Gli stati complici delle detenzioni segrete

GINEVRA, 7 giugno 2010 (IPS) – La pratica delle detenzioni segrete utilizzata nella lotta al terrorismo a partire dagli attacchi dell’11 settembre 2001, un segreto ormai noto a tutti, è stata documentata ufficialmente in un rapporto su questo tipo di abusi presentato la scorsa settimana al Consiglio per i diritti umani delle Nazioni Unite.

Il carcere di Guantanamo Dipartimento della Difesa Usa

Il carcere di Guantanamo
Dipartimento della Difesa Usa

Nonostante la natura controversa del dossier, la cui discussione veniva rimandata da mesi, nessuno dei paesi presenti all’incontro lo ha categoricamente negato.

La pratica della detenzione segreta non è una novità: aveva già assunto le dimensioni di vero e proprio crimine contro l’umanità durante le dittature degli anni ’70 e ’80 in America Latina, ma dopo l’11 settembre si è diffusa ampiamente come strategia antiterroristica guidata dagli Stati Uniti.

Oltre alle prigioni segrete, tra i metodi contro il terrorismo utilizzati dal 2001 figura anche quello dei “trasferimenti illegali”, ossia la consegna dei prigionieri ai paesi in cui è consentita la tortura.

Il rapporto, commissionato dalle Nazioni Unite e stilato da quattro esperti indipendenti, descrive nel dettaglio le attività illegali e i trasferimenti aerei, con scali negli stati complici, per il trasporto dei presunti terroristi.

“Si tratta di un documento importante perché unisce informazioni note da tempo anche alla coscienza pubblica, ma in modo sporadico”, ha dichiarato all’IPS Peter Splinter, rappresentante di Amnesty International presso le Nazioni Unite a Ginevra.

Il rapporto “concentra l’attenzione su quanto sia diffuso e reale il problema della detenzione segreta oggi”, ha aggiunto.

Gli autori del rapporto sono il finlandese Martin Scheinin, relatore speciale dell’Onu per i diritti umani e l’antiterrorismo; l’austriaco Manfred Nowak, relatore speciale dell’Onu per la tortura; il pachistano Shaheen Ali, vice presidente del gruppo di lavoro sulla detenzione arbitraria; e il sudafricano Jeremy Sarkin, presidente del gruppo di lavoro sulle sparizioni forzate o involontarie.

Secondo il dossier, molti paesi, adducendo preoccupazioni per la sicurezza nazionale, “spesso percepite o presentate come emergenze e minacce senza precedenti, ricorrono alla detenzione segreta”.

“Il diritto internazionale proibisce in modo netto la detenzione segreta, che viola diversi diritti umani e leggi umanitarie che non possono essere derogate in nessuna circostanza”, si legge nel rapporto.

“Ricorrere alla detenzione segreta significa in pratica far uscire (i detenuti) dal contesto legale e rendere inutili i sistemi di tutela definiti dagli strumenti internazionali, come l’habeas corpus”, aggiunge.

Tra le raccomandazioni, lo studio suggerisce il divieto assoluto della detenzione segreta e la registrazione puntuale delle incarcerazioni, anche nel caso di conflitti armati, come stabilito dalla Convenzione di Ginevra sul trattamento dei prigionieri di guerra.

Riguardo alla discussione del Consiglio in merito al rapporto, secondo Scheinin “è andata meglio del previsto.
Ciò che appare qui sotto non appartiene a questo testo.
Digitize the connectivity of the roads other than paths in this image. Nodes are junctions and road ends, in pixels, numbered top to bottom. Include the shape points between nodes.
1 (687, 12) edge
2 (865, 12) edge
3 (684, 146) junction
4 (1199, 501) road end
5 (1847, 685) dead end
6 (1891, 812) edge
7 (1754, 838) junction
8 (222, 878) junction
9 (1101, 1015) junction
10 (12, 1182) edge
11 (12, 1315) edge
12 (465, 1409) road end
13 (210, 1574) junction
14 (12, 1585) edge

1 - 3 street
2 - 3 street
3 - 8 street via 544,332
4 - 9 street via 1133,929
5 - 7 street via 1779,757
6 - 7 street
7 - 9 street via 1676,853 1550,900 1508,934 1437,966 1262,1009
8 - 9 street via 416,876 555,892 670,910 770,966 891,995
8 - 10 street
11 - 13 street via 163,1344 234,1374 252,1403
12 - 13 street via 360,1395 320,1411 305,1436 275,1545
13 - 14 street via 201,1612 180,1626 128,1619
Lo studio era molto controverso e ora sembra che si sia consapevoli del fatto che la questione è così seria da non poter essere banalizzata dall’ostruzionismo procedurale”.

L’esperto ha poi sottolineato che alcuni dei paesi inizialmente contrari al rapporto, come l’Egitto, “hanno scelto di non parlare” durante il meeting, mentre altri “hanno usato toni più forti”, come la Siria, la Russia o l’Algeria, che parlava a nome del Gruppo Africano. Altri ancora, come l’Etiopia, la Cina, il Nepal e il Canada, hanno invece sollevato questioni specifiche.
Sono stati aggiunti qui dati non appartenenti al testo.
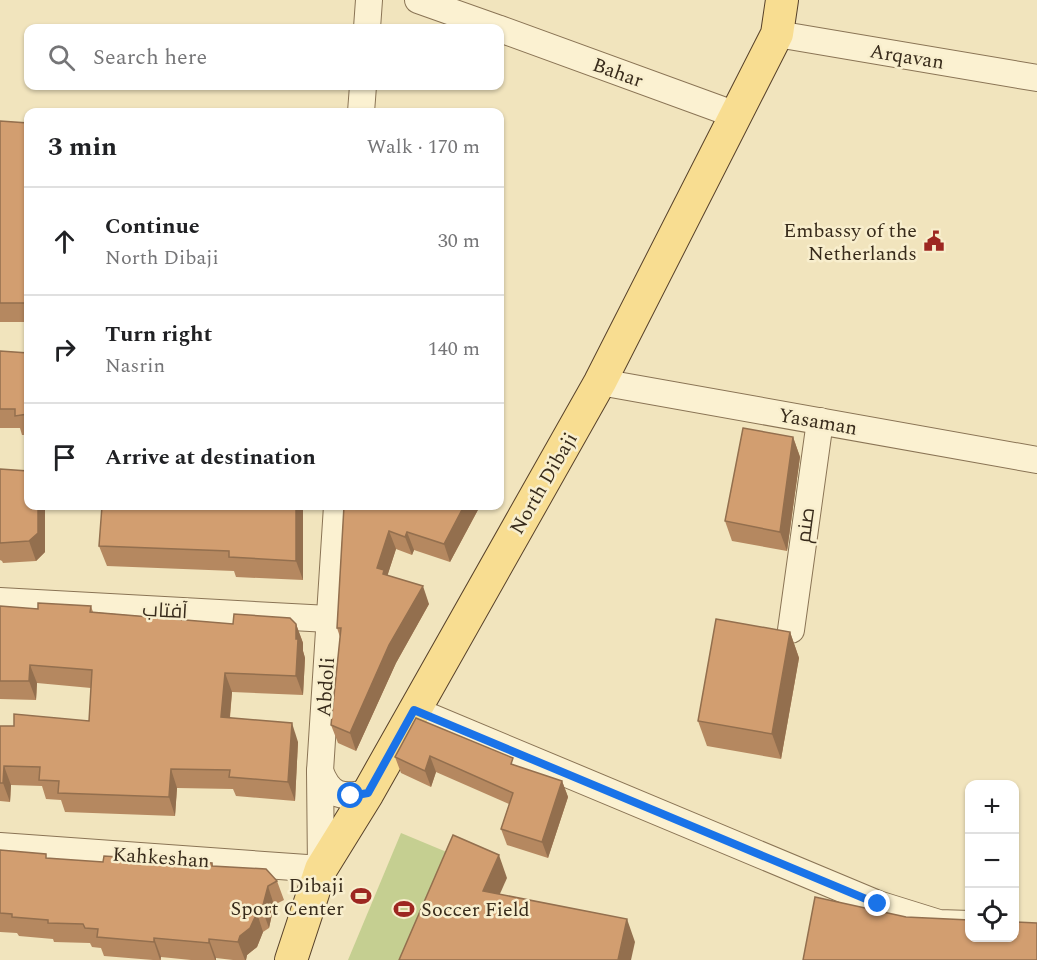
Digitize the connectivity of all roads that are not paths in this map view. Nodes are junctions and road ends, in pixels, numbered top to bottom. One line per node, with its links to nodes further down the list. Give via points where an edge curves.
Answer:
1 (369, 0): 4 (street)
2 (418, 0): 5 (street, Bahar)
3 (782, 0): 7 (main road, North Dibaji)
4 (367, 24)
5 (484, 24)
6 (504, 31): 11 (street, Bahar)
7 (777, 34): 8 (street, Arqavan); 11 (main road, North Dibaji)
8 (1037, 78)
9 (363, 90): 10 (street)
10 (362, 108)
11 (736, 115): 12 (main road, North Dibaji)
12 (600, 382): 13 (street, Yasaman); 19 (main road, North Dibaji)
13 (820, 421): 14 (street, Yasaman); 18 (street, صنم)
14 (1037, 460)
15 (337, 510): 17 (street, Abdoli)
16 (0, 601): 17 (street, آفتاب)
17 (330, 619): 20 (street, Abdoli)
18 (791, 630)
19 (414, 710): 21 (main road, North Dibaji); 24 (street, via 878,904 939,923)
20 (320, 771): 21 (street, via 326,785 339,795); 23 (street, Abdoli)
21 (368, 793): 23 (main road, North Dibaji)
22 (0, 846): 23 (street, Kahkeshan)
23 (321, 869): 25 (main road, North Dibaji)
24 (965, 924)
25 (291, 960)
Per quanto riguarda gli Stati Uniti, che per la loro politica antiterroristica post 11 settembre figurano spesso nel rapporto insieme alla CIA (Central Intelligence Agency), Shaheen Ali riferisce che l’ambasciatrice americana al Consiglio dei diritti umani Eileen Donahoe ha approvato lo studio, pur avendo sollevato preoccupazioni sui metodi utilizzati nella sua elaborazione.

Scheinin ha dichiarato all’IPS che gli Usa non sono riusciti a mettere in atto la decisione presa dal Presidente Obama subito dopo la vittoria alle elezioni del gennaio 2009 di chiudere la base navale statunitense a Guantanamo.
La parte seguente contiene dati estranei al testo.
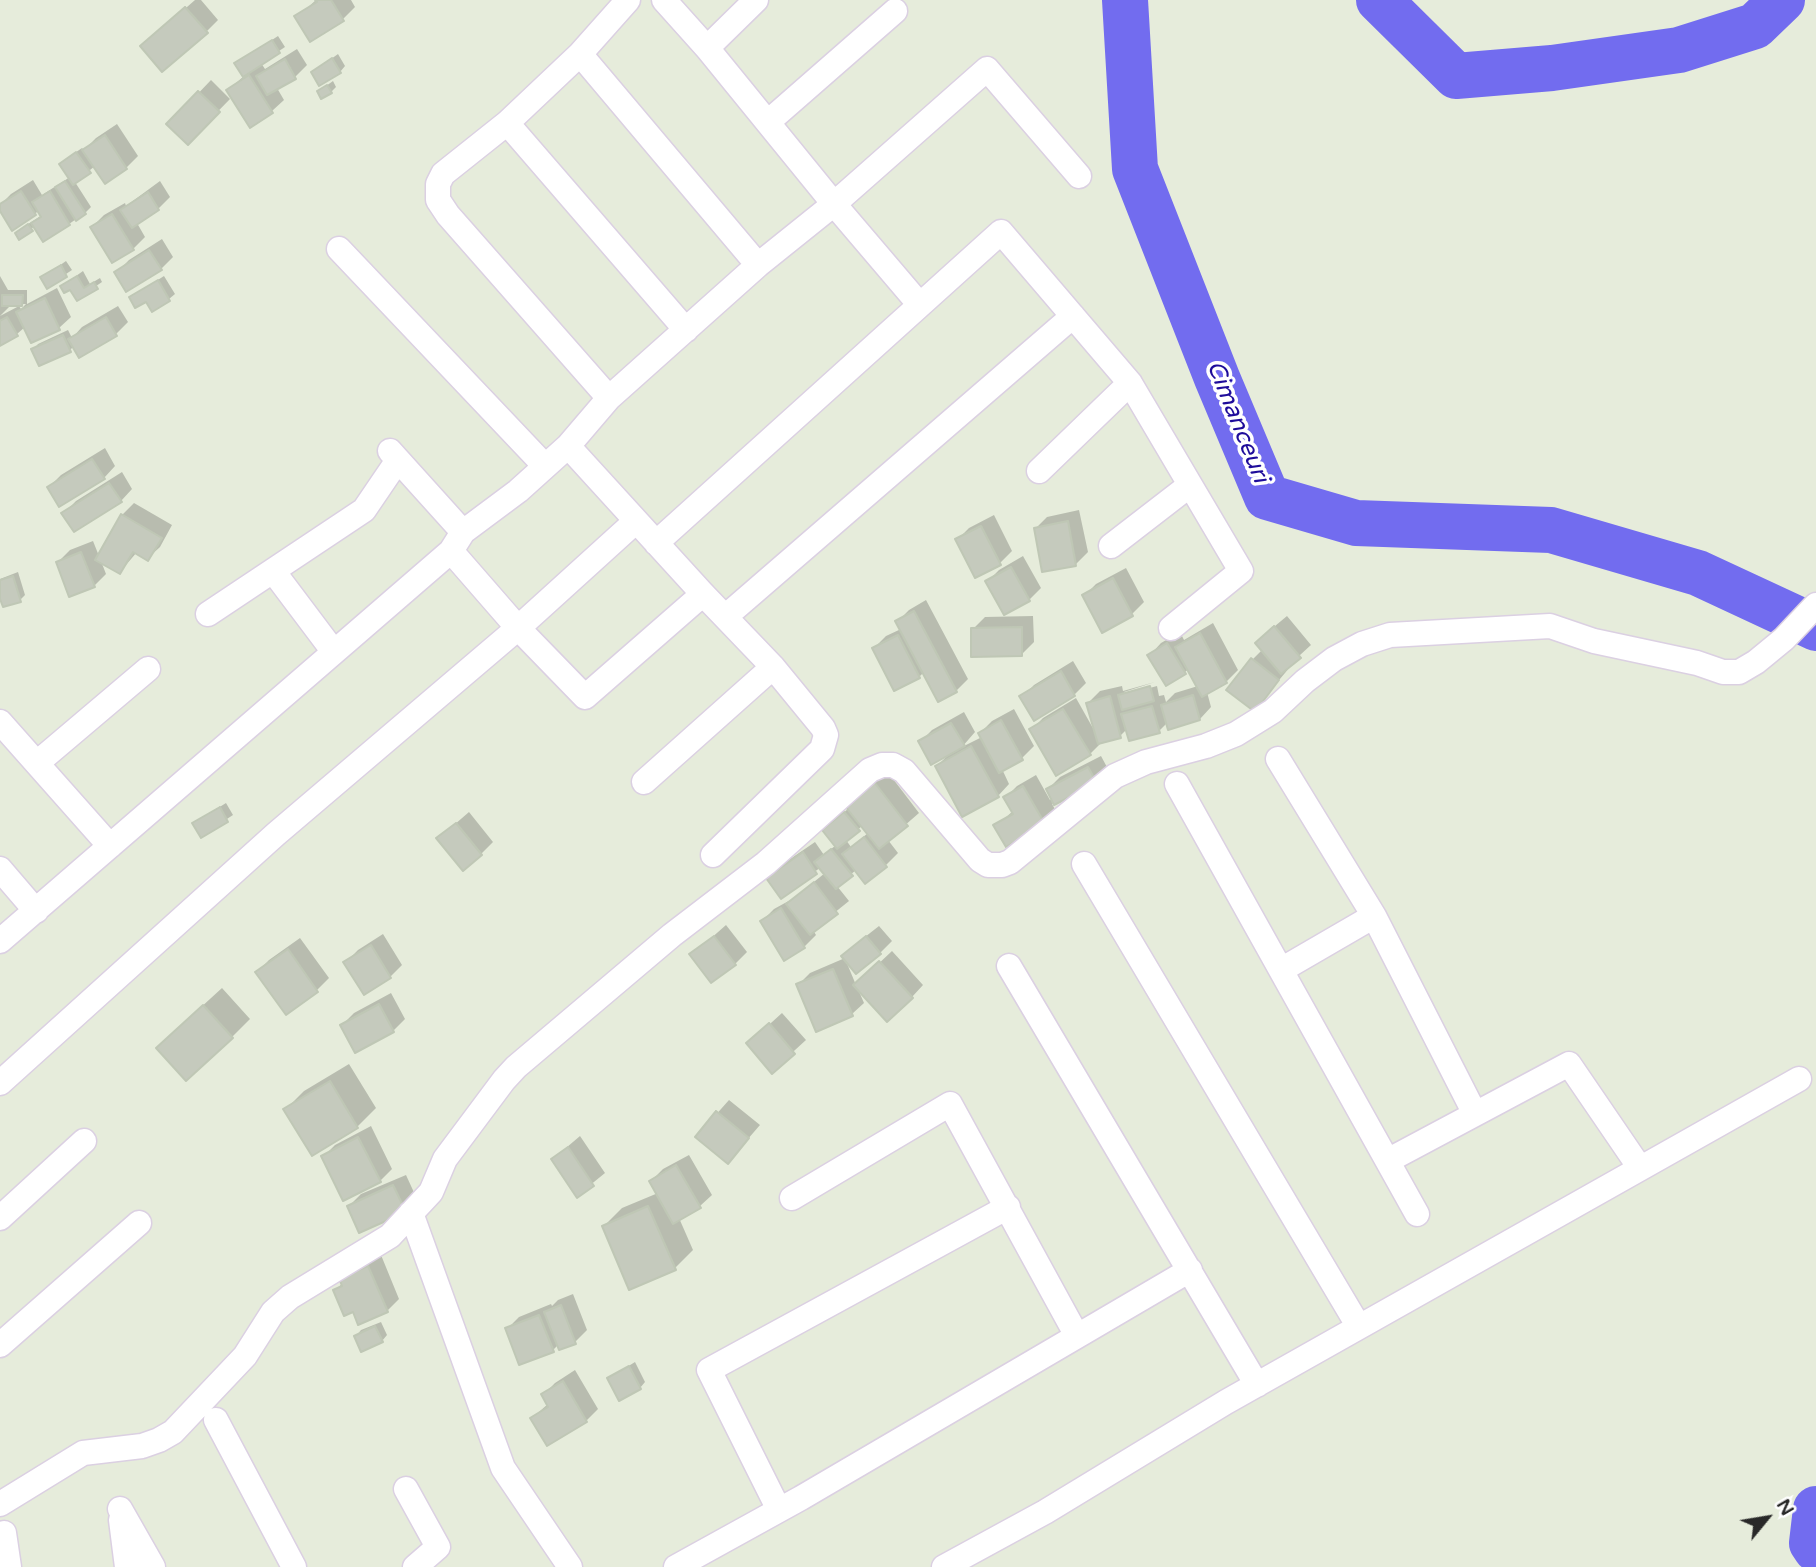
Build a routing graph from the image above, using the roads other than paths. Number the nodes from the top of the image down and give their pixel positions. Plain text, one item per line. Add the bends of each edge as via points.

“Questo ovviamente significa che per il diritto internazionale gli Stati Uniti continuano a violare i loro obblighi in materia di diritti umani non chiudendo” il centro di detenzione e non consentendo il processo ai detenuti, ha proseguito.

L’esperto ha però dichiarato che “a livello locale e politico, capisco la situazione. Il governo non è in grado di fare nulla se la legislatura vieta alcune possibilità, come portare fisicamente una persona da Guantanamo al continente americano”.

Il risultato, ha poi sottolineato, sono le pressioni sugli sforzi finalizzati a convincere paesi terzi ad accogliere i detenuti di Guantanamo.

È lunga la lista dei paesi e dei territori menzionati nello studio dell’Onu come parte attiva a diversi livelli o come complici nelle pratiche di detenzione segreta, consegne o trasferimenti aerei per facilitare la consegna dei detenuti.

Nel documento appaiono: Tailandia, Polonia, Romania, Afghanistan, Repubblica Ceca, Uzbekistan, Marocco, Lituania, Kosovo, Bosnia Erzegovina, Siria, Pakistan, Iraq, Giordania, Egitto, Etiopia, Gibuti, Regno Unito, Germania, Canada, Italia ed Ex Repubblica Jugoslava di Macedonia.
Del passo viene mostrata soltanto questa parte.